剧情介绍

  In 1961, Stanislaw Rozewicz created the novella film "Birth Certificate" in cooperation with his brother, Taduesz Rozewicz as screenwriter. Such brother tandems are rare in the history of film but aside from family ties, Stanislaw (born in 1924) and Taduesz (born in 1921) were mutually bound by their love for the cinema. They were born and grew up in Radomsk, a small town which had "its madmen and its saints" and most importanly, the "Kinema" cinema, as Stanislaw recalls: for him cinema is "heaven, the whole world, enchantment". Tadeusz says he considers cinema both a charming market stall and a mysterious temple. "All this savage land has always attracted and fascinated me," he says. "I am devoured by cinema and I devour cinema; I'm a cinema eater." But Taduesz Rozewicz, an eminent writer, admits this unique form of cooperation was a problem to him: "It is the presence of the other person not only in the process of writing, but at its very core, which is inserperable for me from absolute solitude." Some scenes the brothers wrote together; others were created by the writer himself, following discussions with the director.
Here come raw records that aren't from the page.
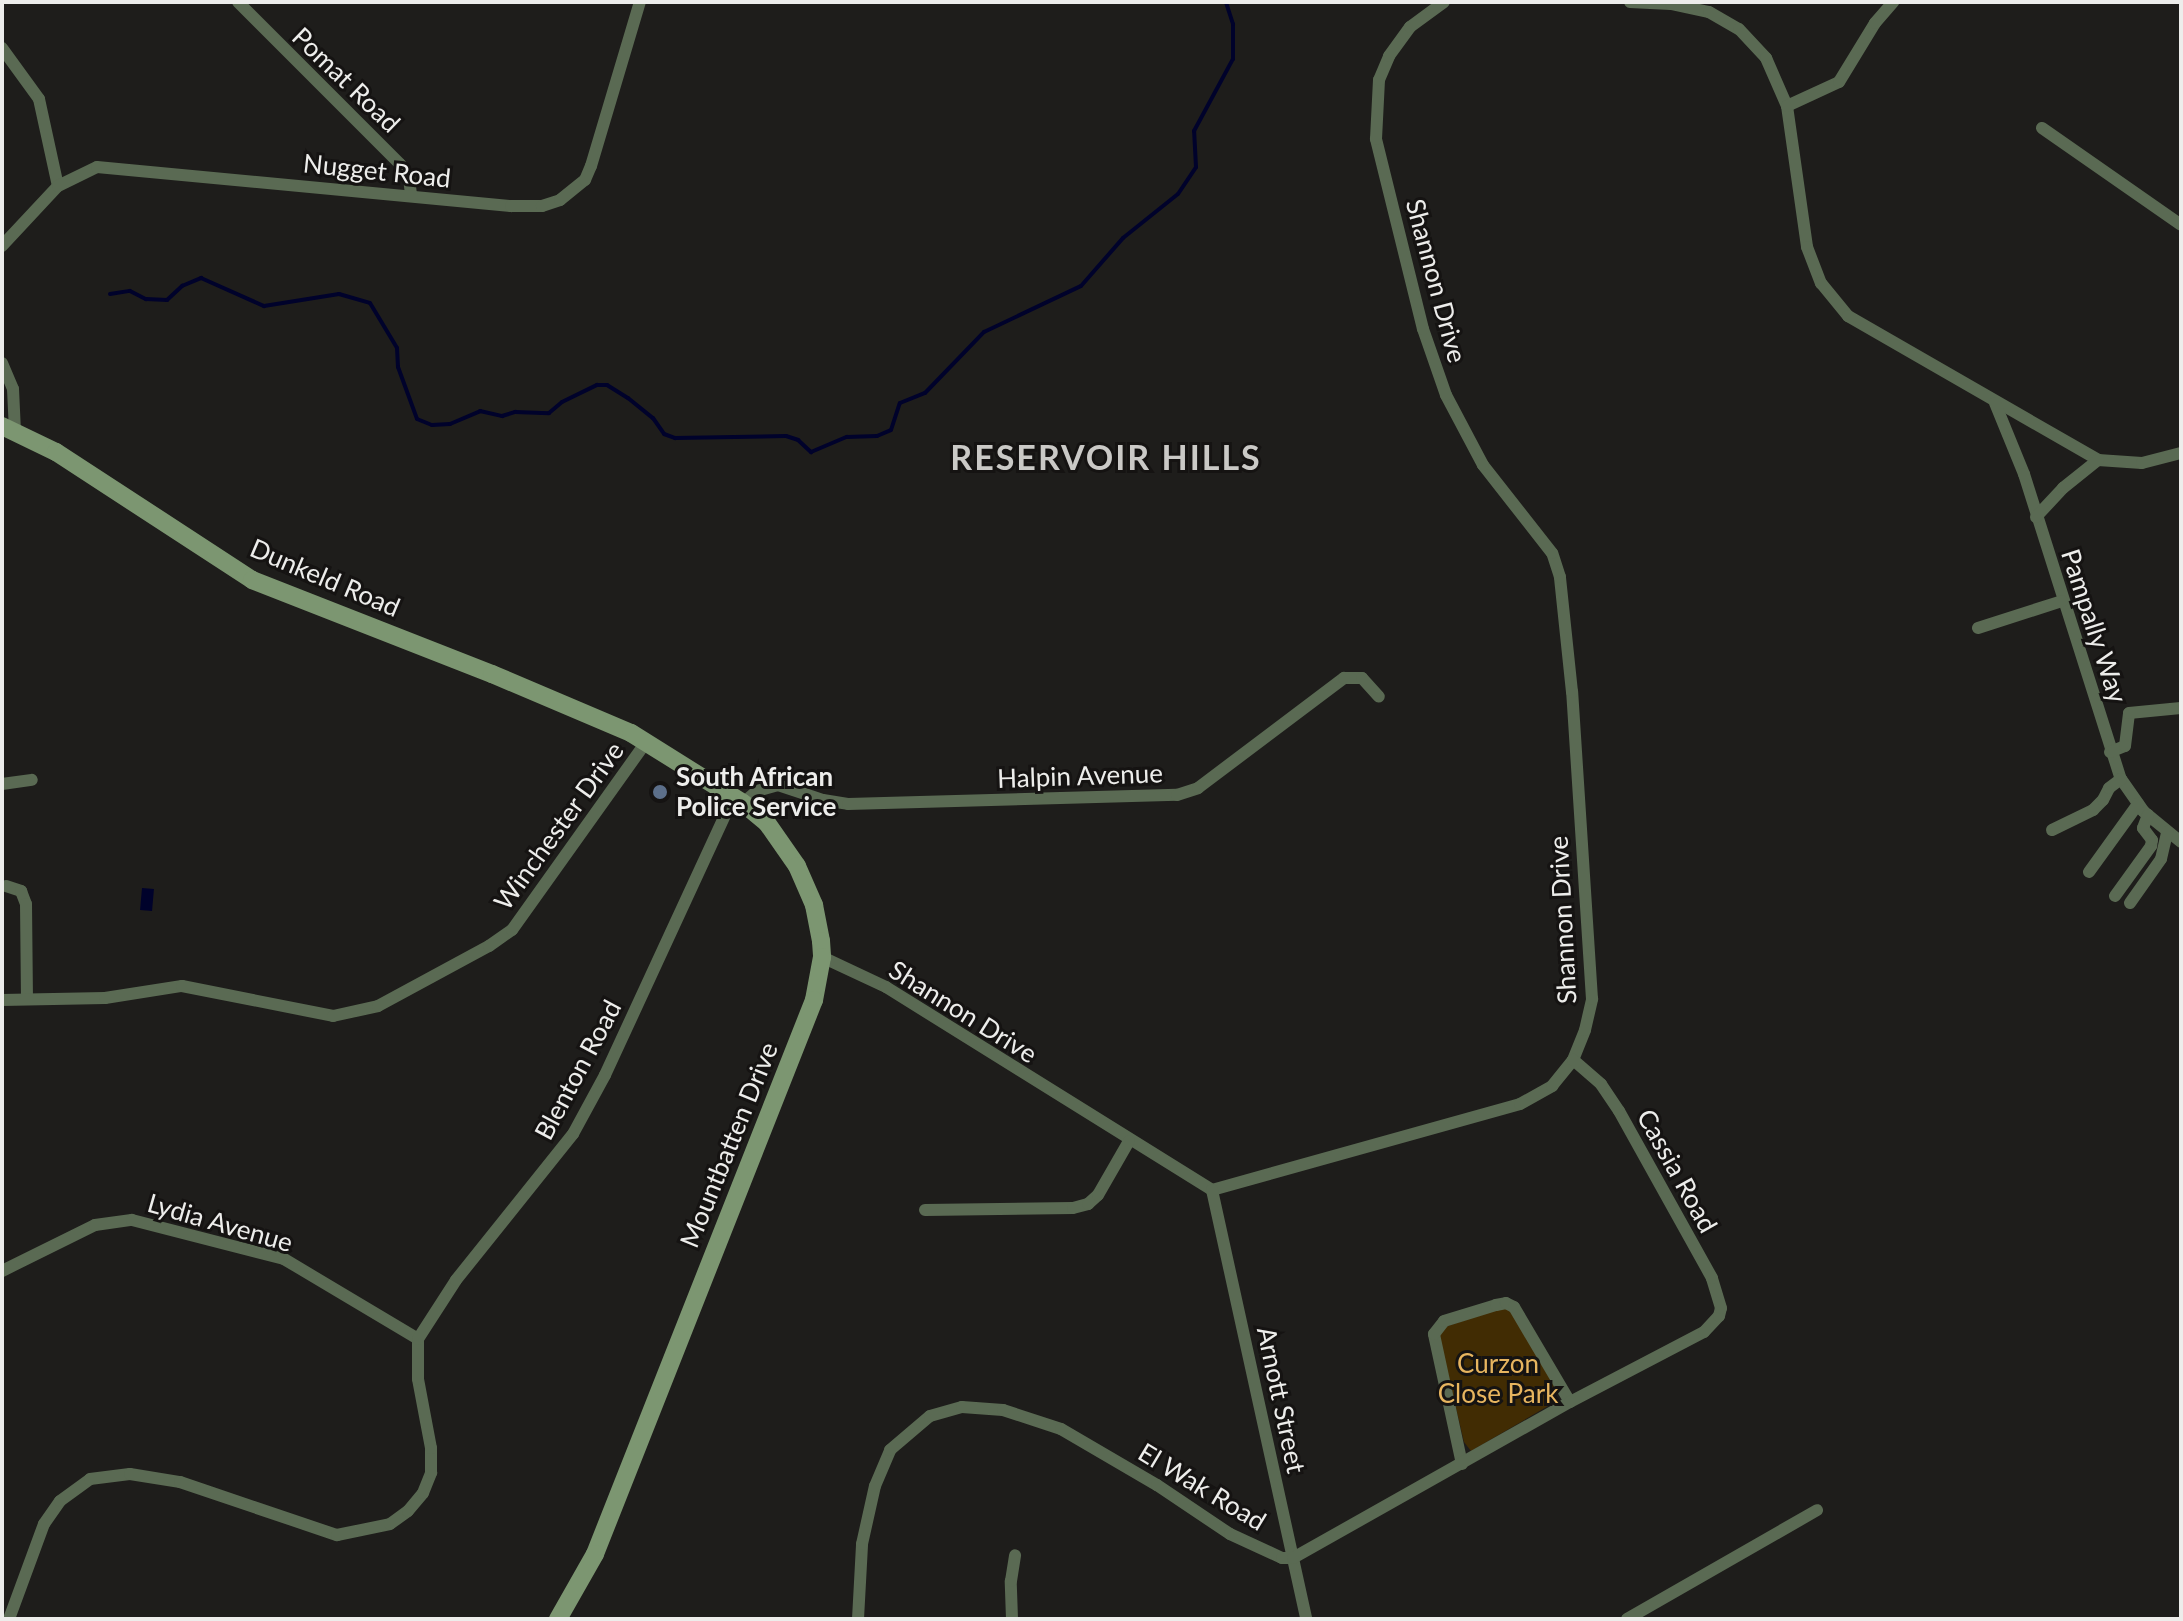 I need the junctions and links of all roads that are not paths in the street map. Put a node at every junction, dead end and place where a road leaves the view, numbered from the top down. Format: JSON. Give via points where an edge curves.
{"nodes":[{"id":1,"x":238,"y":2,"type":"edge"},
{"id":2,"x":640,"y":2,"type":"edge"},
{"id":3,"x":1444,"y":2,"type":"edge"},
{"id":4,"x":1630,"y":2,"type":"edge"},
{"id":5,"x":1893,"y":2,"type":"edge"},
{"id":6,"x":2,"y":48,"type":"edge"},
{"id":7,"x":1787,"y":106,"type":"junction"},
{"id":8,"x":2042,"y":128,"type":"dead end"},
{"id":9,"x":58,"y":186,"type":"junction"},
{"id":10,"x":411,"y":195,"type":"junction"},
{"id":11,"x":2181,"y":225,"type":"edge"},
{"id":12,"x":2,"y":246,"type":"edge"},
{"id":13,"x":2,"y":363,"type":"edge"},
{"id":14,"x":1995,"y":403,"type":"junction"},
{"id":15,"x":9,"y":428,"type":"edge"},
{"id":16,"x":2181,"y":453,"type":"edge"},
{"id":17,"x":2098,"y":460,"type":"junction"},
{"id":18,"x":2036,"y":517,"type":"junction"},
{"id":19,"x":2062,"y":601,"type":"junction"},
{"id":20,"x":1978,"y":628,"type":"dead end"},
{"id":21,"x":1379,"y":697,"type":"dead end"},
{"id":22,"x":2181,"y":708,"type":"edge"},
{"id":23,"x":646,"y":742,"type":"junction"},
{"id":24,"x":2110,"y":752,"type":"junction"},
{"id":25,"x":2121,"y":779,"type":"junction"},
{"id":26,"x":32,"y":780,"type":"dead end"},
{"id":27,"x":2,"y":784,"type":"edge"},
{"id":28,"x":739,"y":800,"type":"junction"},
{"id":29,"x":2138,"y":804,"type":"junction"},
{"id":30,"x":2148,"y":815,"type":"junction"},
{"id":31,"x":2052,"y":830,"type":"dead end"},
{"id":32,"x":2167,"y":832,"type":"junction"},
{"id":33,"x":2181,"y":842,"type":"edge"},
{"id":34,"x":2089,"y":872,"type":"dead end"},
{"id":35,"x":6,"y":886,"type":"dead end"},
{"id":36,"x":2115,"y":896,"type":"dead end"},
{"id":37,"x":2130,"y":903,"type":"dead end"},
{"id":38,"x":822,"y":957,"type":"junction"},
{"id":39,"x":27,"y":999,"type":"junction"},
{"id":40,"x":2,"y":1000,"type":"edge"},
{"id":41,"x":1573,"y":1060,"type":"junction"},
{"id":42,"x":1129,"y":1141,"type":"junction"},
{"id":43,"x":1212,"y":1190,"type":"junction"},
{"id":44,"x":925,"y":1210,"type":"dead end"},
{"id":45,"x":2,"y":1271,"type":"edge"},
{"id":46,"x":418,"y":1339,"type":"junction"},
{"id":47,"x":1570,"y":1402,"type":"junction"},
{"id":48,"x":1462,"y":1464,"type":"junction"},
{"id":49,"x":1817,"y":1510,"type":"dead end"},
{"id":50,"x":1015,"y":1555,"type":"dead end"},
{"id":51,"x":1293,"y":1558,"type":"junction"},
{"id":52,"x":1631,"y":1618,"type":"edge"},
{"id":53,"x":9,"y":1619,"type":"edge"},
{"id":54,"x":558,"y":1619,"type":"edge"},
{"id":55,"x":858,"y":1619,"type":"edge"},
{"id":56,"x":1012,"y":1619,"type":"edge"},
{"id":57,"x":1306,"y":1619,"type":"edge"}],
"edges":[{"from":1,"to":10,"type":"street","name":"Pomat Road","via":[[400,164]]},
{"from":2,"to":10,"type":"street","name":"Nugget Road","via":[[591,166],[575,191],[542,206]]},
{"from":3,"to":41,"type":"street","name":"Shannon Drive","via":[[1410,27],[1389,56],[1375,107],[1376,139],[1442,387],[1474,451],[1547,546],[1560,577],[1592,999]]},
{"from":4,"to":7,"type":"street","via":[[1698,8],[1731,23],[1766,58]]},
{"from":5,"to":7,"type":"street","via":[[1839,82]]},
{"from":6,"to":9,"type":"street","via":[[39,99]]},
{"from":7,"to":14,"type":"street","via":[[1803,233],[1815,271],[1835,304]]},
{"from":8,"to":11,"type":"street"},
{"from":9,"to":10,"type":"street","name":"Nugget Road","via":[[97,167]]},
{"from":9,"to":12,"type":"street","name":"Nugget Road"},
{"from":13,"to":15,"type":"street","via":[[13,389]]},
{"from":14,"to":17,"type":"street"},
{"from":14,"to":18,"type":"street","name":"Pampally Way"},
{"from":15,"to":23,"type":"main road","name":"Dunkeld Road","via":[[56,452],[252,580],[590,714]]},
{"from":16,"to":17,"type":"street","via":[[2142,463]]},
{"from":17,"to":18,"type":"street"},
{"from":18,"to":19,"type":"street","name":"Pampally Way"},
{"from":19,"to":20,"type":"street"},
{"from":19,"to":24,"type":"street","name":"Pampally Way"},
{"from":21,"to":28,"type":"street","name":"Halpin Avenue","via":[[1362,678],[1344,678],[1198,788],[1177,795],[848,804],[778,785]]},
{"from":22,"to":24,"type":"street","via":[[2129,713],[2125,746]]},
{"from":23,"to":28,"type":"main road","name":"Mountbatten Drive"},
{"from":23,"to":39,"type":"street","name":"Winchester Drive","via":[[512,930],[378,1006],[333,1016],[182,986],[105,998]]},
{"from":24,"to":25,"type":"street","name":"Pampally Way"},
{"from":25,"to":29,"type":"street","name":"Pampally Way"},
{"from":25,"to":31,"type":"street","via":[[2093,810]]},
{"from":26,"to":27,"type":"street"},
{"from":28,"to":38,"type":"main road","name":"Mountbatten Drive","via":[[767,823],[797,866],[814,905]]},
{"from":28,"to":46,"type":"street","name":"Blenton Road","via":[[579,1125],[456,1280]]},
{"from":29,"to":30,"type":"street","name":"Pampally Way"},
{"from":29,"to":34,"type":"street"},
{"from":30,"to":32,"type":"street","name":"Pampally Way"},
{"from":30,"to":36,"type":"street","via":[[2143,828],[2151,846]]},
{"from":32,"to":33,"type":"street","name":"Pampally Way"},
{"from":32,"to":37,"type":"street","via":[[2161,859]]},
{"from":35,"to":39,"type":"street","via":[[21,891],[26,904]]},
{"from":38,"to":42,"type":"street","name":"Shannon Drive","via":[[886,987]]},
{"from":38,"to":54,"type":"main road","name":"Mountbatten Drive","via":[[814,1000],[595,1554]]},
{"from":39,"to":40,"type":"street","name":"Winchester Drive"},
{"from":41,"to":43,"type":"street","name":"Shannon Drive","via":[[1552,1086],[1520,1104]]},
{"from":41,"to":47,"type":"street","name":"Cassia Road","via":[[1601,1084],[1619,1111],[1721,1303],[1719,1316],[1704,1332]]},
{"from":42,"to":43,"type":"street","name":"Shannon Drive"},
{"from":42,"to":44,"type":"street","via":[[1088,1204]]},
{"from":43,"to":51,"type":"street","name":"Arnott Street"},
{"from":45,"to":46,"type":"street","name":"Lydia Avenue","via":[[95,1225],[132,1220],[284,1259]]},
{"from":46,"to":53,"type":"street","via":[[431,1473],[423,1493],[390,1524],[337,1535],[180,1482],[130,1474],[90,1479],[60,1501],[44,1524]]},
{"from":47,"to":48,"type":"street"},
{"from":47,"to":48,"type":"street","via":[[1514,1307],[1496,1305],[1444,1321],[1434,1334]]},
{"from":48,"to":51,"type":"street"},
{"from":49,"to":52,"type":"street"},
{"from":50,"to":56,"type":"street"},
{"from":51,"to":55,"type":"street","name":"El Wak Road","via":[[1230,1534],[1061,1429],[1003,1410],[962,1407],[930,1416],[890,1450],[875,1486],[862,1544]]},
{"from":51,"to":57,"type":"street","name":"Arnott Street"}]} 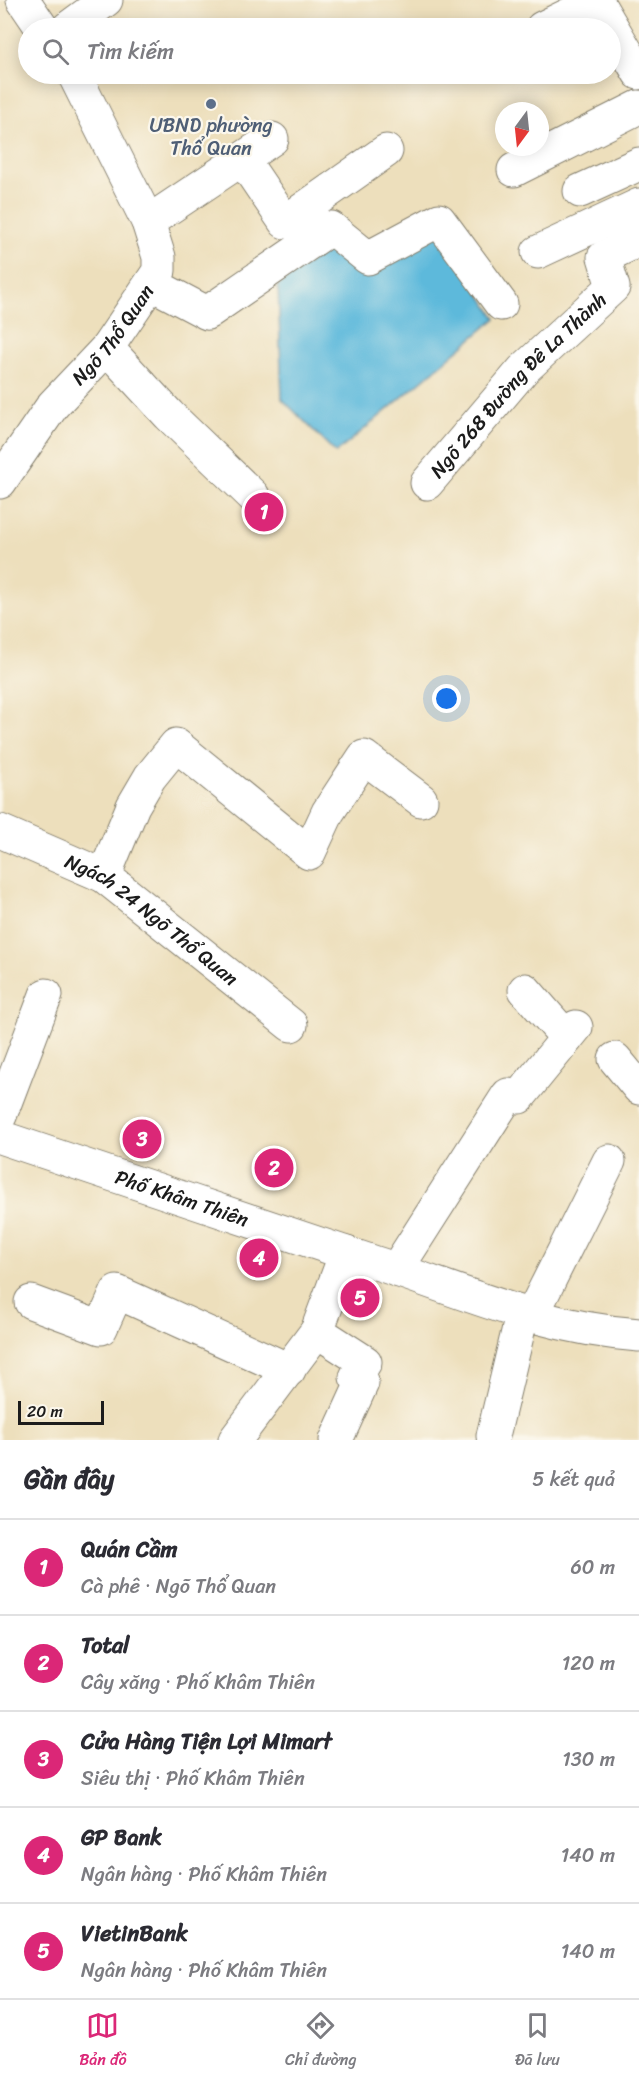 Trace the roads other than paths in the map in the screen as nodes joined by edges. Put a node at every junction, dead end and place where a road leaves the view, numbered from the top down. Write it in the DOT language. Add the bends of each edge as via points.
graph roads {
  1 [pos="22,0"];
  2 [pos="106,0"];
  3 [pos="596,0"];
  4 [pos="35,18"];
  5 [pos="82,18"];
  6 [pos="561,18"];
  7 [pos="607,18"];
  8 [pos="621,42"];
  9 [pos="639,73"];
  10 [pos="79,84"];
  11 [pos="639,107"];
  12 [pos="272,139"];
  13 [pos="386,151"];
  14 [pos="243,160"];
  15 [pos="639,164"];
  16 [pos="514,170"];
  17 [pos="580,191"];
  18 [pos="639,205"];
  19 [pos="148,222"];
  20 [pos="639,240"];
  21 [pos="538,252"];
  22 [pos="152,284"];
  23 [pos="501,304"];
  24 [pos="107,348"];
  25 [pos="0,482"];
  26 [pos="427,483"];
  27 [pos="253,496"];
  28 [pos="421,800"];
  29 [pos="0,831"];
  30 [pos="104,876"];
  31 [pos="525,990"];
  32 [pos="46,995"];
  33 [pos="291,1025"];
  34 [pos="615,1059"];
  35 [pos="639,1088"];
  36 [pos="0,1116"];
  37 [pos="0,1137"];
  38 [pos="609,1161"];
  39 [pos="346,1252"];
  40 [pos="396,1270"];
  41 [pos="31,1302"];
  42 [pos="527,1316"];
  43 [pos="317,1331"];
  44 [pos="639,1335"];
  45 [pos="289,1370"];
  46 [pos="493,1436"];
  47 [pos="235,1440"];
  48 [pos="336,1440"];
  1 -- 4 [label="main road"];
  2 -- 5 [label="main road"];
  3 -- 6 [label="main road"];
  3 -- 7 [label="main road"];
  8 -- 9 [label="main road"];
  10 -- 19 [label="main road, Ngõ Thổ Quan"];
  11 -- 16 [label="main road"];
  12 -- 14 [label="main road"];
  13 -- 14 [label="main road" via="285,222"];
  14 -- 19 [label="main road"];
  15 -- 17 [label="main road"];
  18 -- 21 [label="main road"];
  19 -- 22 [label="main road, Ngõ Thổ Quan" via="159,257 159,271"];
  20 -- 26 [label="main road, Ngõ 268 Đường Đê La Thành" via="604,257 613,287 522,370"];
  22 -- 23 [label="main road" via="207,313 331,228 368,258 438,220"];
  22 -- 24 [label="main road, Ngõ Thổ Quan"];
  24 -- 25 [label="main road, Ngõ Thổ Quan" via="53,405"];
  24 -- 27 [label="main road"];
  28 -- 30 [label="main road" via="364,757 328,812 309,853 176,745 150,777 134,806"];
  29 -- 30 [label="main road, Ngách 24 Ngõ Thổ Quan"];
  30 -- 33 [label="main road, Ngách 24 Ngõ Thổ Quan"];
  31 -- 40 [label="main road" via="571,1032 519,1096 508,1095"];
  32 -- 36 [label="main road"];
  34 -- 35 [label="main road"];
  37 -- 39 [label="main road, Phố Khâm Thiên"];
  38 -- 42 [label="main road"];
  39 -- 40 [label="main road, Phố Khâm Thiên"];
  39 -- 43 [label="main road"];
  40 -- 42 [label="main road, Phố Khâm Thiên"];
  41 -- 45 [label="main road" via="101,1328 117,1292"];
  42 -- 44 [label="main road, Phố Khâm Thiên" via="579,1328"];
  42 -- 46 [label="main road"];
  43 -- 45 [label="main road"];
  43 -- 48 [label="main road" via="365,1362 356,1377 362,1383"];
  45 -- 47 [label="main road"];
}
But from the perspective of time, it is "Birth Certificate", rather than "Echo" or "The Wicked Gate", that Taduesz describes as his most intimate film. This is understandable. The tradgey from September 1939 in Poland was for the Rozewicz brothers their personal "birth certificate". When working on the film, the director said "This time it is all about shaking off, getting rid of the psychological burden which the war was for all of us. ... Cooperation with my brother was in this case easier, as we share many war memories. We wanted to show to adult viewers a picture of war as seen by a child. ... In reality, it is the adults who created the real world of massacres. Children beheld the horrors coming back to life, exhumed from underneath the ground, overwhelming the earth."
  The principle of composition of "Birth Certificate" is not obvious. When watching a novella film, we tend to think in terms of traditional theatre. We expect that a miniature story will finish with a sharp point; the three film novellas in Rozewicz's work lack this feature. We do not know what will be happen to the boy making his alone through the forest towards the end of "On the Road". We do not know whether in "Letter from the Camp", the help offered by the small heroes to a Soviet prisoner will rescue him from the unknown fate of his compatriots. The fate of the Jewish girl from "Drop of Blood" is also unclear. Will she keep her new impersonation as "Marysia Malinowska"? Or will the Nazis make her into a representative of the "Nordic race"? Those questions were asked by the director for a reason. He preceived war as chaos and perdition, and not as linear history that could be reflected in a plot. Although "Birth Certificate" is saturated with moral content, it does not aim to be a morality play. But with the immense pressure of reality, no varient of fate should be excluded. This approached can be compared wth Krzysztof Kieslowski's "Blind Chance" 25 years later, which pictured dramatic choices of a different era.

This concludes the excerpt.